Task goal>
Say only the number of lines in the entries below that contain "ANÉMONES".

※ ※ ※

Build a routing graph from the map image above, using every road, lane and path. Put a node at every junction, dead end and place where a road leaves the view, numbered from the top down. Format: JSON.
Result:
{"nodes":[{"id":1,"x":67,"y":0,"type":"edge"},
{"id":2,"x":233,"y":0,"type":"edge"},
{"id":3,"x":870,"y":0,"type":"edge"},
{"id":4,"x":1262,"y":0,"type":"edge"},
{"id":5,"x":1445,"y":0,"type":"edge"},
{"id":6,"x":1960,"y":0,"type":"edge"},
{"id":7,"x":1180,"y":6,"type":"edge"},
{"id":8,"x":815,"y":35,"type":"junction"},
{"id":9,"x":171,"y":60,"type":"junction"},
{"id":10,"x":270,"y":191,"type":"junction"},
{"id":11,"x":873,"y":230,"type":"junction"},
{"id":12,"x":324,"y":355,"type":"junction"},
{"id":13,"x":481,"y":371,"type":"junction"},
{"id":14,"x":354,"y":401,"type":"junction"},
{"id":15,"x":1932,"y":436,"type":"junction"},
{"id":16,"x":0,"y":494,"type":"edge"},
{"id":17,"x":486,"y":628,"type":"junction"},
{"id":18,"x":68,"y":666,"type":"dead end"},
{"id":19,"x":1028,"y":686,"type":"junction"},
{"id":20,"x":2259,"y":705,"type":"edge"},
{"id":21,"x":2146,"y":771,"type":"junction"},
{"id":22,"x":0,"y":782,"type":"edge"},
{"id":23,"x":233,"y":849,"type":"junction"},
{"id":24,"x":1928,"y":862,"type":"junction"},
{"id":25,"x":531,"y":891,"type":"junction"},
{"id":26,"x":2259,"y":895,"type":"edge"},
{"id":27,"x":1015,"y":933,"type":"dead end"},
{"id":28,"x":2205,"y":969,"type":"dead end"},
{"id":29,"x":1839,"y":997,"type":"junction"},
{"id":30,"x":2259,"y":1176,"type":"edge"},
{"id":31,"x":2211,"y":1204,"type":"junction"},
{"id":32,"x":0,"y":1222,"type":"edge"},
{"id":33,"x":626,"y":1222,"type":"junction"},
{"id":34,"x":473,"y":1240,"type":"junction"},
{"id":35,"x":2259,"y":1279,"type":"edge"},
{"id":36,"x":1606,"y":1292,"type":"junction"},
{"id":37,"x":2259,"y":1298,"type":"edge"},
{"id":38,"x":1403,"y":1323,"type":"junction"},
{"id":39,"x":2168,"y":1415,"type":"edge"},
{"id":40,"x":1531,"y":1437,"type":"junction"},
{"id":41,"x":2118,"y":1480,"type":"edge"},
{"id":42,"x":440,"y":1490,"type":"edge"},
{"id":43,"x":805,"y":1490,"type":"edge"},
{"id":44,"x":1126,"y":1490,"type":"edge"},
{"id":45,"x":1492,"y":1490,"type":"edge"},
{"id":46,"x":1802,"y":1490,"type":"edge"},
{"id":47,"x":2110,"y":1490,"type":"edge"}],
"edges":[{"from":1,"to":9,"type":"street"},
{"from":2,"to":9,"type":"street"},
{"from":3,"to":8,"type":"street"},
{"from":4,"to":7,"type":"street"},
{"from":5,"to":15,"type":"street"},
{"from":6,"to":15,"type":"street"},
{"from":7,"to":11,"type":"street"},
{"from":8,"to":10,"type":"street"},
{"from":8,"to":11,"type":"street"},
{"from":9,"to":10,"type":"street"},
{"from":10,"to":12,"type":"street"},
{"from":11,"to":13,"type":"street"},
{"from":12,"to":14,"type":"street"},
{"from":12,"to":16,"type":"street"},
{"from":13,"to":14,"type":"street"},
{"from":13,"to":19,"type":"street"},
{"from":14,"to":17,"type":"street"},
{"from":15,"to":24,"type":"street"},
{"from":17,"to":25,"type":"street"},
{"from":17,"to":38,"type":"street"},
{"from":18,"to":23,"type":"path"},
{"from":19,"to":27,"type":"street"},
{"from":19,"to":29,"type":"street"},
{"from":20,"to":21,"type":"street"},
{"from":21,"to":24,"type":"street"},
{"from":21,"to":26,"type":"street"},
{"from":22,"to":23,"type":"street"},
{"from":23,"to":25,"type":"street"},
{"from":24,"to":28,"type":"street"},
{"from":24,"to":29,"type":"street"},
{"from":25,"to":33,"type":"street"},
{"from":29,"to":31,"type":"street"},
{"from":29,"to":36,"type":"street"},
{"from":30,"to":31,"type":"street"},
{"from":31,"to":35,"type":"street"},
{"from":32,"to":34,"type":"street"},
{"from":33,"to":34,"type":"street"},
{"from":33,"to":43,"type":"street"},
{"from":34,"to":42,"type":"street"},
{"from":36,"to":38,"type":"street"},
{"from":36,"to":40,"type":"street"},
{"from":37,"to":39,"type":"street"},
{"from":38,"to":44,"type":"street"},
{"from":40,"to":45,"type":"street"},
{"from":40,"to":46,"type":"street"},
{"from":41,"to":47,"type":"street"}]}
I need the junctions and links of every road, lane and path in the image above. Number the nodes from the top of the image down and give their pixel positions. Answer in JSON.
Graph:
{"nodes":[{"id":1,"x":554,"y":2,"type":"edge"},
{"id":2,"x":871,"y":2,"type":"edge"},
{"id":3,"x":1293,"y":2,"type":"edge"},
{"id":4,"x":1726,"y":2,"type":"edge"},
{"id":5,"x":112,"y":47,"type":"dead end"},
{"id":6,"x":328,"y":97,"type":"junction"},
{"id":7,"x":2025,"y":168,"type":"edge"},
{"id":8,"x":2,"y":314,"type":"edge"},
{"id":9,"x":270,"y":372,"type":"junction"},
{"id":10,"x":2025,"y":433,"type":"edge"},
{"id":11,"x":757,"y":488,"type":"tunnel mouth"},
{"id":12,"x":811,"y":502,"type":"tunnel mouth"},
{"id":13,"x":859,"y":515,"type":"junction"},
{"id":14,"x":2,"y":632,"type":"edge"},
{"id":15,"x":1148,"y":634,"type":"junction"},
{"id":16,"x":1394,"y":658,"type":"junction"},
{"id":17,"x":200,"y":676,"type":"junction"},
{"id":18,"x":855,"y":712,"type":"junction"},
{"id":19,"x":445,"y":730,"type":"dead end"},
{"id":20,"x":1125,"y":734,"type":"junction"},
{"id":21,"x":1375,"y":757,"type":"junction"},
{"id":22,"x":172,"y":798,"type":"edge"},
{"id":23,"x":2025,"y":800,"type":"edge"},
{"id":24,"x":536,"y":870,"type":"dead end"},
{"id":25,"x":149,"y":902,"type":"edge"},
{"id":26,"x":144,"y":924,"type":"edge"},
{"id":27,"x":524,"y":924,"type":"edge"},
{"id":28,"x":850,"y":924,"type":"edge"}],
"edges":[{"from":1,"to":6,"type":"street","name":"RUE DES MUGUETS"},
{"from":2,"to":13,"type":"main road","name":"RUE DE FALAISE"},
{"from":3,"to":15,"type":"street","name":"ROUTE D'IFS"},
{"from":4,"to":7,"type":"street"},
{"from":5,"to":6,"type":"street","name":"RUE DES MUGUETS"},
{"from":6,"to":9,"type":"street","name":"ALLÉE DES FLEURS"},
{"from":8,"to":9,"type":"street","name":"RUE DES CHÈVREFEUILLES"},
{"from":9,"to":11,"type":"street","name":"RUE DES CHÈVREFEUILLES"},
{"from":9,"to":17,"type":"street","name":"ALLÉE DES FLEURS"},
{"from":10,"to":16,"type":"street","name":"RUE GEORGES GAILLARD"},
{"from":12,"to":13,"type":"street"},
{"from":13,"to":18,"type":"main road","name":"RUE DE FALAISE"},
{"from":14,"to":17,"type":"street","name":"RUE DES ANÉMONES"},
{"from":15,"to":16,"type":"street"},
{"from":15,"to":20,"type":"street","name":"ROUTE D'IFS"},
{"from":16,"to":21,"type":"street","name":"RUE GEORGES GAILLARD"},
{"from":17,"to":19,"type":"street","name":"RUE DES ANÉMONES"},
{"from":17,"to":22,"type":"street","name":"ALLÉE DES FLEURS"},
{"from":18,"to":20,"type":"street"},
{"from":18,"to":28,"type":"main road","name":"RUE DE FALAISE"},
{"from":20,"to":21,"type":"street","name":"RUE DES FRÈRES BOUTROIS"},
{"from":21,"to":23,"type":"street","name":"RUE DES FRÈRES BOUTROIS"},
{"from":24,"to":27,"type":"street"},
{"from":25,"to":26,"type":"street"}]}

※ ※ ※

Answer box>
2